DATA TO PROCESS.
┄┄┄┄┄┄

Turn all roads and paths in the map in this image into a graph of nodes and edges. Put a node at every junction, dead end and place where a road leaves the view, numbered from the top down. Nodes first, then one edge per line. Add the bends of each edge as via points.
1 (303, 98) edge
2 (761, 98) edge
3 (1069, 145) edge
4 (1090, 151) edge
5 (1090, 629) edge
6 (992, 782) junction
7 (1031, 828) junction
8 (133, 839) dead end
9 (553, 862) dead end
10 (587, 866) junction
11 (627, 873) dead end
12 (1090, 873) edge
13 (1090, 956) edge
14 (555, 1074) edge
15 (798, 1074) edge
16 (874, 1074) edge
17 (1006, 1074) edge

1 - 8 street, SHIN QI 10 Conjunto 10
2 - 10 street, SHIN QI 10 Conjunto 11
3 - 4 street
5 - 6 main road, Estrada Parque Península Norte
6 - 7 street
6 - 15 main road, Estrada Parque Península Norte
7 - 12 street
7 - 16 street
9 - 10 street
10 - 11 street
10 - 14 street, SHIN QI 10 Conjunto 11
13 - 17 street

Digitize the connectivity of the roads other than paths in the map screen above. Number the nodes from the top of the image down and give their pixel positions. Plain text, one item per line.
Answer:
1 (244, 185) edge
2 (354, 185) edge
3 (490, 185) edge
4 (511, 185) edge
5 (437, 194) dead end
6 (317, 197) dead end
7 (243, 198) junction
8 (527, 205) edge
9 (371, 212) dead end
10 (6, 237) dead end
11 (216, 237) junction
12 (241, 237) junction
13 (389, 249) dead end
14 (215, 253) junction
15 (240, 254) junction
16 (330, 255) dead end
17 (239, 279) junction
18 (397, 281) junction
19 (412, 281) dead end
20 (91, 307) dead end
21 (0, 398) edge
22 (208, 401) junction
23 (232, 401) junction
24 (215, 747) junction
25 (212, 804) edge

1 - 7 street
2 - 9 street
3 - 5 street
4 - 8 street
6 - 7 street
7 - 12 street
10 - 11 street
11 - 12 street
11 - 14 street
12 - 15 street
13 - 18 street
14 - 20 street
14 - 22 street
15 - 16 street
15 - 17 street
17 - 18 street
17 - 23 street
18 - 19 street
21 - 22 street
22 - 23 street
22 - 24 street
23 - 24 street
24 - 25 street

┄┄┄┄┄┄

ABOUT THIS EXERCISE. Write out, exactly as given, the line containing "Digitize the connectivity" and every line after it to the end of the records. Include nothing else.

WRITTEN ANSWER.
Digitize the connectivity of the roads other than paths in the map screen above. Number the nodes from the top of the image down and give their pixel positions. Plain text, one item per line.
Answer:
1 (244, 185) edge
2 (354, 185) edge
3 (490, 185) edge
4 (511, 185) edge
5 (437, 194) dead end
6 (317, 197) dead end
7 (243, 198) junction
8 (527, 205) edge
9 (371, 212) dead end
10 (6, 237) dead end
11 (216, 237) junction
12 (241, 237) junction
13 (389, 249) dead end
14 (215, 253) junction
15 (240, 254) junction
16 (330, 255) dead end
17 (239, 279) junction
18 (397, 281) junction
19 (412, 281) dead end
20 (91, 307) dead end
21 (0, 398) edge
22 (208, 401) junction
23 (232, 401) junction
24 (215, 747) junction
25 (212, 804) edge

1 - 7 street
2 - 9 street
3 - 5 street
4 - 8 street
6 - 7 street
7 - 12 street
10 - 11 street
11 - 12 street
11 - 14 street
12 - 15 street
13 - 18 street
14 - 20 street
14 - 22 street
15 - 16 street
15 - 17 street
17 - 18 street
17 - 23 street
18 - 19 street
21 - 22 street
22 - 23 street
22 - 24 street
23 - 24 street
24 - 25 street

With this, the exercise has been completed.